'Adaptin' to a new biology

(Edmonton) University of Alberta researcher Joel Dacks and two of his summer undergraduate students, Lael Barlow and Gabriel Casey Francisco, have made a discovery that will mean textbooks need to be rewritten and cell biology researchers worldwide may have to revisit their old experiments.

Inside every cell that isn't bacterial is a "membrane trafficking system." It has long been known to have four protein complexes, called adaptins, which are all involved in moving things in, out and around the cell. Joel Dacks, in the Department of Cell biology in the U of A's Faculty of Medicine & Dentistry, along with University of Cambridge colleagues Jennifer Hirst and Margaret Robinson, have discovered there is a fifth adaptin. According to their research, it has been around for billions of years, but no one has been able to spot it.

"What this does for cell biology is open up a whole new avenue of research," said Dacks. "We thought there were four big players in the processes of how things got moved around in the back half of the cell. There's a fifth player on the field; we just couldn't see it."

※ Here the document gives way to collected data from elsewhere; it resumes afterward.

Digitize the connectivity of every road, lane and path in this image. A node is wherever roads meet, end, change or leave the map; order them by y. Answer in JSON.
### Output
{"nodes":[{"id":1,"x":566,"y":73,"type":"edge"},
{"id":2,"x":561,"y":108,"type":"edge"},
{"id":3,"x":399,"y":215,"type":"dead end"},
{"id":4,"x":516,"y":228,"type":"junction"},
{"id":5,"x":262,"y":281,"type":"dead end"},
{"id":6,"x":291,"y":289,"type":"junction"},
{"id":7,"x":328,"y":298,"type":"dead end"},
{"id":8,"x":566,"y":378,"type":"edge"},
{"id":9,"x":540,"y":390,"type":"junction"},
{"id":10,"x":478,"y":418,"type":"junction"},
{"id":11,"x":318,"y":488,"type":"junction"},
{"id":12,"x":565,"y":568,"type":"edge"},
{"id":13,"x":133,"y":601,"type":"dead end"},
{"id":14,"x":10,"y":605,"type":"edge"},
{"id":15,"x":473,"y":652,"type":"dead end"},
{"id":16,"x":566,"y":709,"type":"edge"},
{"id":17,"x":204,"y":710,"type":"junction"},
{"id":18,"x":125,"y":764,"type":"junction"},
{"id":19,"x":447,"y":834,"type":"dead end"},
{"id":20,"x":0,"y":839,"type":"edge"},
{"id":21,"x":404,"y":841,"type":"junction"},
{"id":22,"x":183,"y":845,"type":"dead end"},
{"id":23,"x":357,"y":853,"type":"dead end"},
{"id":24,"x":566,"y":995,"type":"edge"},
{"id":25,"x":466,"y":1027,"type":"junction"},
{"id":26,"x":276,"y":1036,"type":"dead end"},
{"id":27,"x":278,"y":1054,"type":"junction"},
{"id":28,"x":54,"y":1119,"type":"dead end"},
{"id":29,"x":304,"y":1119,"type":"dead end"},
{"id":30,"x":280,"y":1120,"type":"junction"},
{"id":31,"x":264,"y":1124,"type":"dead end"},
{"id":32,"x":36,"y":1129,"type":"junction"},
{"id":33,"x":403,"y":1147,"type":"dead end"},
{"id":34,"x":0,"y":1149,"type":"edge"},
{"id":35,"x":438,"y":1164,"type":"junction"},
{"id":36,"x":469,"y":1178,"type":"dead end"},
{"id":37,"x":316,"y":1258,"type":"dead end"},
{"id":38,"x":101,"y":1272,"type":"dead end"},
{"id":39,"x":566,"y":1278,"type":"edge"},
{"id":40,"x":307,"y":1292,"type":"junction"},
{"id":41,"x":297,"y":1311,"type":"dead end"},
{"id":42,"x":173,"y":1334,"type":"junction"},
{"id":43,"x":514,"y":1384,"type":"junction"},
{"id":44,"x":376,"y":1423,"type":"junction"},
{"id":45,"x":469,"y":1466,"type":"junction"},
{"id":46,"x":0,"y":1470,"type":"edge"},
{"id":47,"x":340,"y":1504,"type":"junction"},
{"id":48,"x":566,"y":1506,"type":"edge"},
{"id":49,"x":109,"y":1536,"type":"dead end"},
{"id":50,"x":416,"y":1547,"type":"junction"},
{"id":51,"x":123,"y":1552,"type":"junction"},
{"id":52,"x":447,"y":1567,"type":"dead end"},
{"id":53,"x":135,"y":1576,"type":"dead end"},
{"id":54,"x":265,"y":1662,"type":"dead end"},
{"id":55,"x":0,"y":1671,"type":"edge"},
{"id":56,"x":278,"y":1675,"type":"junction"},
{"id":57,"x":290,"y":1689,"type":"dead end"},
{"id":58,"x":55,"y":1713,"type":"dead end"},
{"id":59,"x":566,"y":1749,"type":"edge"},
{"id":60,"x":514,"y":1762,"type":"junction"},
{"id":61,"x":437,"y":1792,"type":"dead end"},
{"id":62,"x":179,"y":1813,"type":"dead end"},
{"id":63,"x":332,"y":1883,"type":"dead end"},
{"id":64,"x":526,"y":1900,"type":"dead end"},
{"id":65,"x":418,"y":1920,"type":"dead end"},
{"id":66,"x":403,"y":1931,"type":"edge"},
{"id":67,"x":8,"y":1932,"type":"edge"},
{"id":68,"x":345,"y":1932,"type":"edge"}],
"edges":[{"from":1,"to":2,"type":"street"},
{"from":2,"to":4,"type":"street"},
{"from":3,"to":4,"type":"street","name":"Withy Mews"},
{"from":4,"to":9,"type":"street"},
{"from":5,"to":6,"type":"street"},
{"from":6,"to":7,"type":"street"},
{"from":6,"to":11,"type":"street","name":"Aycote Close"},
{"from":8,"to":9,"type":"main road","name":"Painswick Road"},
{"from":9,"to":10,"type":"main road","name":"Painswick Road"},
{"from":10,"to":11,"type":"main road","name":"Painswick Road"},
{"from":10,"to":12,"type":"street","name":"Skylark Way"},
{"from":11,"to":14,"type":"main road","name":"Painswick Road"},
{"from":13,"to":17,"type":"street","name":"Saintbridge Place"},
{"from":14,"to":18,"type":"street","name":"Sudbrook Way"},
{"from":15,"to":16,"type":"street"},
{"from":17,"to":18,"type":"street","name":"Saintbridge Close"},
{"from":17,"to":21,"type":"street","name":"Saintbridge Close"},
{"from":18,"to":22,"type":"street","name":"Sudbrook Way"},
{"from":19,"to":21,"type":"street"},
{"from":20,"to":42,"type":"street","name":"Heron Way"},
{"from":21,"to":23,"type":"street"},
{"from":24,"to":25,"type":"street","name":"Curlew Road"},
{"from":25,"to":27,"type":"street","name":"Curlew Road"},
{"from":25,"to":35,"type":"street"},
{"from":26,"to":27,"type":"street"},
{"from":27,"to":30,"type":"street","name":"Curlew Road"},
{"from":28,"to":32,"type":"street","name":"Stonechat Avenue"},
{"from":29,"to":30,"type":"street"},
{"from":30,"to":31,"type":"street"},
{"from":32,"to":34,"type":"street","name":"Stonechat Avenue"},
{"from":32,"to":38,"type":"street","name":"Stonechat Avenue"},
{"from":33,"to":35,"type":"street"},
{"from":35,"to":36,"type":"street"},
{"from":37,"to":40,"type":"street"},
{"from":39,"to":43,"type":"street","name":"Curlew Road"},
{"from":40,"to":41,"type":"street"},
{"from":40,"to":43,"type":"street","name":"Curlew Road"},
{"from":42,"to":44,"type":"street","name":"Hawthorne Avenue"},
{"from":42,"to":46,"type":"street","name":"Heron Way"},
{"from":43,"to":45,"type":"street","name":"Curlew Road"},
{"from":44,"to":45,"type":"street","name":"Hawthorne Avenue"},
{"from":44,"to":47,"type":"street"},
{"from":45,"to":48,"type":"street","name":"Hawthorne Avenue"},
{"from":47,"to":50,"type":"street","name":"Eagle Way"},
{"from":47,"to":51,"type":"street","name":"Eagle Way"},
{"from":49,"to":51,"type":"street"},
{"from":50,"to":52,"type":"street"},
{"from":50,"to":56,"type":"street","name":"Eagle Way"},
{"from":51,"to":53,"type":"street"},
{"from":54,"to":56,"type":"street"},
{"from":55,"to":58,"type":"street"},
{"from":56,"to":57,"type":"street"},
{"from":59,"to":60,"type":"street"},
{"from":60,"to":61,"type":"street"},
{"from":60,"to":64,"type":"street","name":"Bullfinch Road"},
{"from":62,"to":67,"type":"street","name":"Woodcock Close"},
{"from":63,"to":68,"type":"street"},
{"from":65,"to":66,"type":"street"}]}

Understanding how trafficking works in cells is vital because when something goes wrong in this system, oftentimes this is when you get disease. Mutations in genes involved in trafficking are implicated in a number of neurodegenerative disorders including Alzheimer's, Huntington's disease and amyotrophic lateral sclerosis, also known as Lou Gehrig's disease.

"We already have one disease where we know where this complex is involved," said Dacks. It is called hereditary spastic paraplegia, which causes increasing leg spasms and eventually loss of mobility.

"More importantly, the drive behind the study is that to understand the diseased cell, we have to know what a healthy one really looks like. You need to understand the basic map of the cell to be able to identify how it has gone wrong. We have discovered a previously unrecognized major feature on that map."

Dacks says that this cellular machinery is widespread, not only in human cells but in plants, parasites and algae, meaning it is not only a general feature of many non-bacterial cells but also an ancient one. The more they learn about this fifth adaptin, the more insight they'll be able to gain about the earliest events - the building of cells.

Dacks thinks this discovery, published Oct. 11 in Public Library of Science Biology, could help many scientists answer questions they may have been left with following their research projects.

"Scientists have to build explanations using the pieces that they know exist. This may help to incorporate some observations that didn't fit, because now you can explain things with five adaptin complexes not four," said Dacks.

His research is funded by the Natural Sciences and Engineering Research Council and he is an Alberta Innovates Technology Futures new investigator and the Canada Research Chair in Evolutionary Cell Biology.